Marty recovers enough to stage a jailbreak, but Candella is hot on his tail...

The theme of poor city kids ending up on opposite sides of the law has been done many times, including in MANHATTAN MELODRAMA (1934). (CRY OF THE CITY is not, however, a "rehash" of MANHATTAN MELODRAMA, as is asserted in Leonard Maltin's CLASSIC FILM GUIDE.) The film is bolstered by a strong noir atmosphere, charismatic lead performances, and an excellent supporting cast.

Richard Conte has the majority of the screen time as Marty Rome, and he's so good that it turns into one of those movies where the viewer suddenly realizes he's rooting for a murderer to get away! Mature is a worthy opponent. When I was younger I didn't care much for Mature, who seemed all wrong for Technicolor musicals like MY GAL SAL (1942) and MILLION DOLLAR MERMAID (1952), but his still, rough-hewn persona was perfect for Westerns and film noir, including this title.

Debra Paget, as Teena, bookends the film with scenes at the beginning and end of the movie. She was only 15 when she played the young leading lady opposite Conte, and she's quite effective as the only clean and good thing in Marty's life.

The cast also includes Fred Clark, in an atypically muted role as Candella's partner, Shelley Winters as a woman who helps Marty when he's on the lam, and Hope Emerson as a jewel thief. Mimi Aguglia plays Marty's long-suffering mother, and Tommy Cook is his teenaged brother.

The editing is occasionally a bit jerky or sloppy, and I had the sense I might be missing a thing or two; for instance, Shelley Winters' character seems to come from nowhere. Turns out I was correct; there's a comment on an IMDb message board describing two scenes with Winters which are said to appear on a Region 2 DVD from BFI. A 2007 review of the DVD at Home Cinema confirms the DVD contains footage not seen in the print shown in recent years on Fox Movie Channel.

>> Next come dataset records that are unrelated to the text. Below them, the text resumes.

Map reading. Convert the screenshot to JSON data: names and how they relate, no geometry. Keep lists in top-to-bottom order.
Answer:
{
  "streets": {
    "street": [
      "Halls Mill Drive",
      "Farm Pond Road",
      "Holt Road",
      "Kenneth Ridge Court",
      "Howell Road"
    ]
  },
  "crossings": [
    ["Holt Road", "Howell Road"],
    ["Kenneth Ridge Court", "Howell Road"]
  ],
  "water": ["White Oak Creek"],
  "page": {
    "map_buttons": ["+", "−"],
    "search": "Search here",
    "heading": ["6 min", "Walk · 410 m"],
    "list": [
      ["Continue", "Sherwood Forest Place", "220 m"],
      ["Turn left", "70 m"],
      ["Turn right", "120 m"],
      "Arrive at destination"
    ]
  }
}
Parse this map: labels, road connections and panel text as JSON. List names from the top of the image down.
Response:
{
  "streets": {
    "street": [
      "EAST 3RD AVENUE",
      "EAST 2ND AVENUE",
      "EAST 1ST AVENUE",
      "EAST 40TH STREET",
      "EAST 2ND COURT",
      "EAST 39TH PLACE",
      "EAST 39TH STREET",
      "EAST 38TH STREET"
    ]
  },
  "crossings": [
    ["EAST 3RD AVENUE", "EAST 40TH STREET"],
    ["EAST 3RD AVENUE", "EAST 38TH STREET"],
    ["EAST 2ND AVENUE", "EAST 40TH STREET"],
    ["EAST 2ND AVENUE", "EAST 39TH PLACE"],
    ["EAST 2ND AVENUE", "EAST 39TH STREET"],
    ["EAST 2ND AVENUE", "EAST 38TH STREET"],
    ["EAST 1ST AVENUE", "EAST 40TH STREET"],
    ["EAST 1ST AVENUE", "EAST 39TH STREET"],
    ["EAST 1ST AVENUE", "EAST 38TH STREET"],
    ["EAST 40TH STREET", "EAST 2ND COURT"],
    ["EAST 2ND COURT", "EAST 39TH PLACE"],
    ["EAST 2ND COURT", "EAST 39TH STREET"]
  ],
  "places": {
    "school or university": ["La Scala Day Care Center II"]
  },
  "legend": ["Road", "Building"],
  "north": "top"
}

CRY OF THE CITY was directed by Robert Siodmak. It was shot in black and white by Lloyd Ahern.

The screenplay is by Richard Murphy and an uncredited Ben Hecht, based on the novel THE CHAIR FOR MARTIN ROME by Henry Edward Helseth.

The film runs 95 minutes.

For more on this film, visit Dave's post at Goodfella's Movie Blog.

April 2013 Update: I had a wonderful chance to see this film again in 35mm at the Noir City Film Festival. It looked fantastic on a big screen!

October 2013 Update: CRY OF THE CITY is now available on DVD from the Fox Cinema Archives.

2016 Update: CRY OF THE CITY is now available on Blu-ray from Kino Lorber.